Hunting Mice with Microsecond Circuit Switches 2012
N. Farrington, G. Porter, Y. Fainman, G. Papen, A.Vahdat
Novel Idea: Hotspot scheduling is inflexible and static. Data centers with hybrid switches should instead use traffic matrix scheduling. TMS decouples scheduling and switching. Unlike HSS, once TMS has constructed a schedule, it will be implemented in hardware in a matter of microseconds. Separating scheduling and switching allows TMS to schedule a larger amount of traffic while using the same expensive algorithm to construct the schedule.
Main Result: The TMS algorithm is O(N^2). TMS routes all bulk data transfers through circuit switches instead of only hotspots.
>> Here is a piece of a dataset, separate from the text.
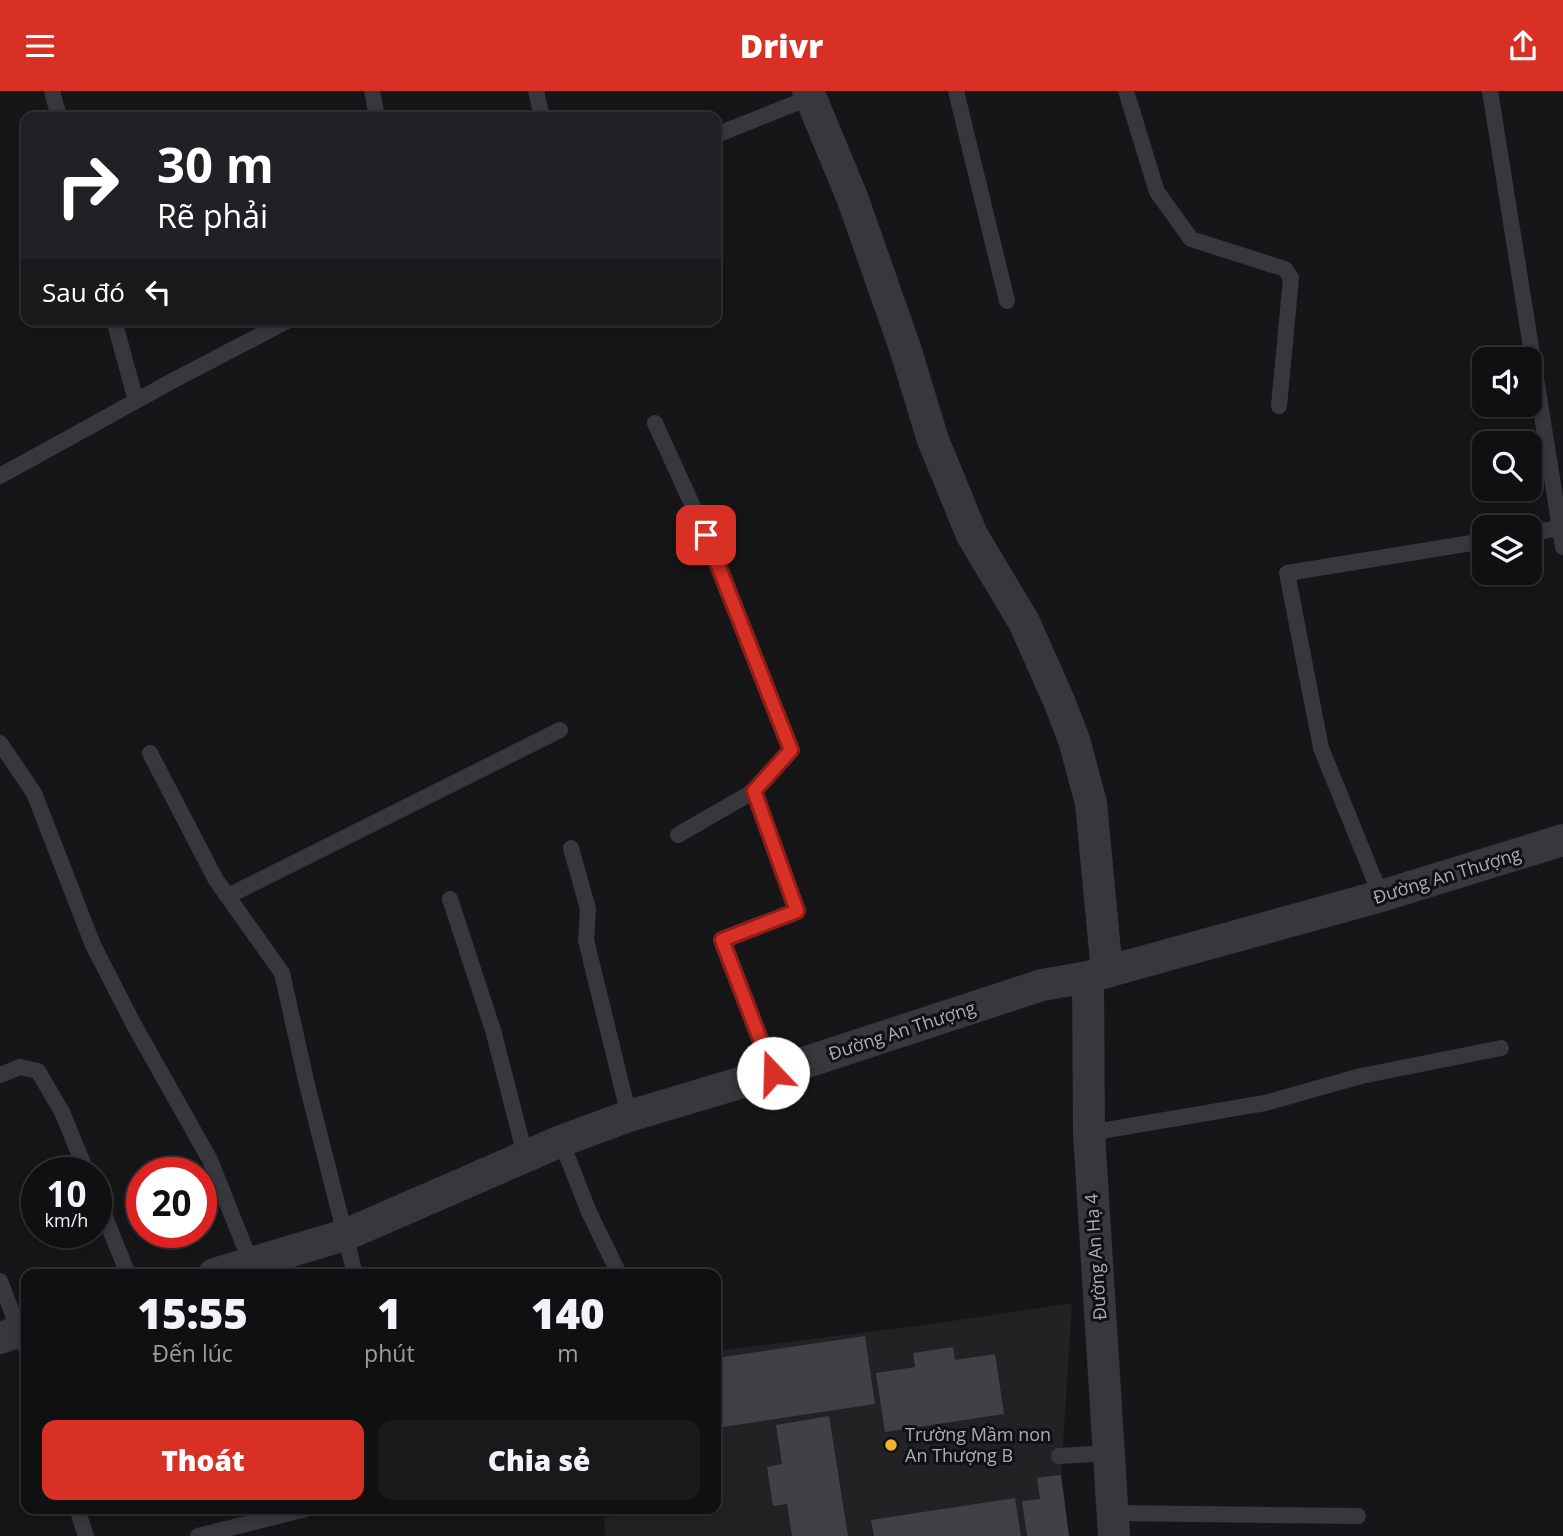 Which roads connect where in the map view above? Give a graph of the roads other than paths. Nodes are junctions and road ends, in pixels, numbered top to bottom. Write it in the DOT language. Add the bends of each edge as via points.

It allows for lower jitter, lower latency, and lower CAPEX and OPEX.
Evidence: They created mordia to test algorithms such as TMS.
Paper Title: Hunting Mice with Microsecond Circuit Switches
Authors: Nathan Farrington, George Porter, Yeshaiahu Fainman, George Papen, Amin Vahdaty
Hotnets ’12, October 29–30, 2012
Novel Idea: In this paper, the authors present Traffic Matrix Scheduling (TMS), a generalization of hotpot scheduling (HSS), in which most or all bulk traffic is routed over circuits. The proposed scheduling algorithm runs in polynomial time and time-shares circuits across many destinations at microsecond time scales.
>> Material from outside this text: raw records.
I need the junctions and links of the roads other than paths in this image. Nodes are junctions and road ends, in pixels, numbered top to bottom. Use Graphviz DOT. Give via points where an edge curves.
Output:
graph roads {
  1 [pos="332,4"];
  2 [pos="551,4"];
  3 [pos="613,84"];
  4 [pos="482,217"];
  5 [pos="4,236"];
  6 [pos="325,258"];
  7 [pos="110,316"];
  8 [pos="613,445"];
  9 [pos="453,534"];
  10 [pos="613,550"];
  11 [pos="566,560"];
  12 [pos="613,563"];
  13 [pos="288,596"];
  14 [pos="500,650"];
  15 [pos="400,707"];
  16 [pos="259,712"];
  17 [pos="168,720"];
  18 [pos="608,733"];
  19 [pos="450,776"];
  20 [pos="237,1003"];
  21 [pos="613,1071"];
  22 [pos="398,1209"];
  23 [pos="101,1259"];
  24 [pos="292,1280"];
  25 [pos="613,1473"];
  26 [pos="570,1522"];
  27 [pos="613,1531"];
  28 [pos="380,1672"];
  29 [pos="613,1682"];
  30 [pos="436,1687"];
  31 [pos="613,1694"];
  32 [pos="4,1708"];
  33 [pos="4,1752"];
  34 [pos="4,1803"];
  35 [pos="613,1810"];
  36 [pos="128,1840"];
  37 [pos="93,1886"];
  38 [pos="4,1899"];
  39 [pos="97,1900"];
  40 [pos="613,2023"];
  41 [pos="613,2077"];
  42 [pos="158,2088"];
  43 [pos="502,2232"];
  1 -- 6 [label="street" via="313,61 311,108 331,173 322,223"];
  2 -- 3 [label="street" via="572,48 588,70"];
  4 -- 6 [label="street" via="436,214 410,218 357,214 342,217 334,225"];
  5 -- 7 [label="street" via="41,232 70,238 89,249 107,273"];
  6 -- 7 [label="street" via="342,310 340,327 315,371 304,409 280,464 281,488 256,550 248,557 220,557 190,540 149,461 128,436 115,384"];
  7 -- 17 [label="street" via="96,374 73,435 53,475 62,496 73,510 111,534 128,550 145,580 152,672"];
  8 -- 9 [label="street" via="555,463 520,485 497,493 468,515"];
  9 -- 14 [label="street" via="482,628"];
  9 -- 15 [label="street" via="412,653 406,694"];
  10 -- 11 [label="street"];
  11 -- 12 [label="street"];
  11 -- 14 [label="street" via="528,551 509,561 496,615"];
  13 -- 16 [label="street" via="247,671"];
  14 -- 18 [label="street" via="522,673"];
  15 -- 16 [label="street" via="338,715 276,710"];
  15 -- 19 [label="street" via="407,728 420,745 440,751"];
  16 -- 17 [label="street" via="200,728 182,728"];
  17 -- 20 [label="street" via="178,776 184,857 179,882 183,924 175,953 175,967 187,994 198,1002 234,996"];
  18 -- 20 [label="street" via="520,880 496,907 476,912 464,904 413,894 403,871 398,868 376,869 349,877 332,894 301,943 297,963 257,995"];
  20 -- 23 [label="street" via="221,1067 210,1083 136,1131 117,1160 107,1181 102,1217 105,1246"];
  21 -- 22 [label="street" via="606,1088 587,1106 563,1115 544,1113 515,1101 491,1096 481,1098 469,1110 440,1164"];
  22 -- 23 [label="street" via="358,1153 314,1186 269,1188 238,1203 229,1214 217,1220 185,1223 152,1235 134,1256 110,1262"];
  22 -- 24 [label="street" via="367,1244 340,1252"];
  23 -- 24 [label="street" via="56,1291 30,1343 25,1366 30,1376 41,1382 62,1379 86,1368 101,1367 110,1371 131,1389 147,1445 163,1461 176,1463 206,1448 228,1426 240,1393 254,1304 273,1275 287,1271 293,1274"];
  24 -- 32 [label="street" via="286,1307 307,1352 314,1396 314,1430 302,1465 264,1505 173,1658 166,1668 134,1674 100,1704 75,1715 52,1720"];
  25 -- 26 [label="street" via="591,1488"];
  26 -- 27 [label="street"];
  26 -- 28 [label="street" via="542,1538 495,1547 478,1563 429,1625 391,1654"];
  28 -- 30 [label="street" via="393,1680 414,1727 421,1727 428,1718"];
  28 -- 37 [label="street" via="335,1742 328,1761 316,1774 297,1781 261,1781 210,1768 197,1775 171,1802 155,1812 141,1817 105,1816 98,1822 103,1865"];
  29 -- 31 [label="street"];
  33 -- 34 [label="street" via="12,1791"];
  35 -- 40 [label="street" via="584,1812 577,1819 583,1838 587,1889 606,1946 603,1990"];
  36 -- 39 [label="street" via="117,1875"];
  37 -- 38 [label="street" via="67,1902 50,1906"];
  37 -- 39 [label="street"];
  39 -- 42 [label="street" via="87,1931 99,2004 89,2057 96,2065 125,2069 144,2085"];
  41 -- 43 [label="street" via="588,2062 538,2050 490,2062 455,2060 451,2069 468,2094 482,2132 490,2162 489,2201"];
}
Main Results/Impact: The main result of the paper, is TMS that can be used for scheduling circuit switches in data center networks to route all bulk traffic, apart from hotpots traffic, which makes circuit switches much more useful for future data center designs.
Evidence: The authors do a comparison between TMS and HSS to show the main differences between the two scheduling policies. They use an example of TMS, in which they show how 8 pods run Hadoop with an all-to-all communication pattern by providing the physical and logical topology, the inter-pod traffic demand matrix and a Gantt chart. They report useful equations to compute the duty cycle D that determines the effective link rate of the circuit switch, as well as equation to compute the amount of buffering required by each host in bits, and discuss the ways in which the effective link rate could be increased. They present the TMS algorithm in detail and provide measurements on its execution obtained after testing TMS with dense uniform random input patterns. Moreover, they show examples of the trade off between the number of schedule time slots, the amount of traffic sent over the circuit switched network compared to the packet switched network and the duty cycle D.
Prior Work: As mentioned before, TMS generalizes HSS that has been used for circuit scheduling in hybrid data center networks, in previous works such as [8,18, 5, 7, 17] that combined electronic packet switching with either wireless or optical circuit switching.
Competitive Work: There are other hybrid data center network prototypes, such as the work on c-Through [16,17] and Helios [7] that use HSS. Both of those though, require some operations that are time consuming and rely on the critical path for circuit reconfiguration. Also, there are other works such as [3,4] that use the Birkhoff-von Neumann decomposition algorithm to compute schedules for input queued switches, but those works have been focusing on packet switching, while this paper is focusing on circuit switch scheduling for data center networks with packet buffers distributed among the hosts.
Reproducibility: Yes.
Criticism: There have been works that have proposed hybrid data center networks that combine electronic packet switching and wireless or optical circuit switching, to support bulk traffic. Most of those though have been focusing on hotspot scheduling, and while they have managed to offer some improvements, they rely on packet-switching for the remaining traffic. This work uses circuit switching to route all bulk data center traffic, not just the traffic from the hotspots. Since circuit switching has some significant advantages over packet switching, this work has a particular value as it makes circuit switching a considerable alternative for future data center architectures. Furthermore, it proposes a generalization over HSS, to overcome the limitations that are imposed by HSS (certain features that make HSS static and inflexible) while at the same time exploring further the capabilities of circuit switching in data centers.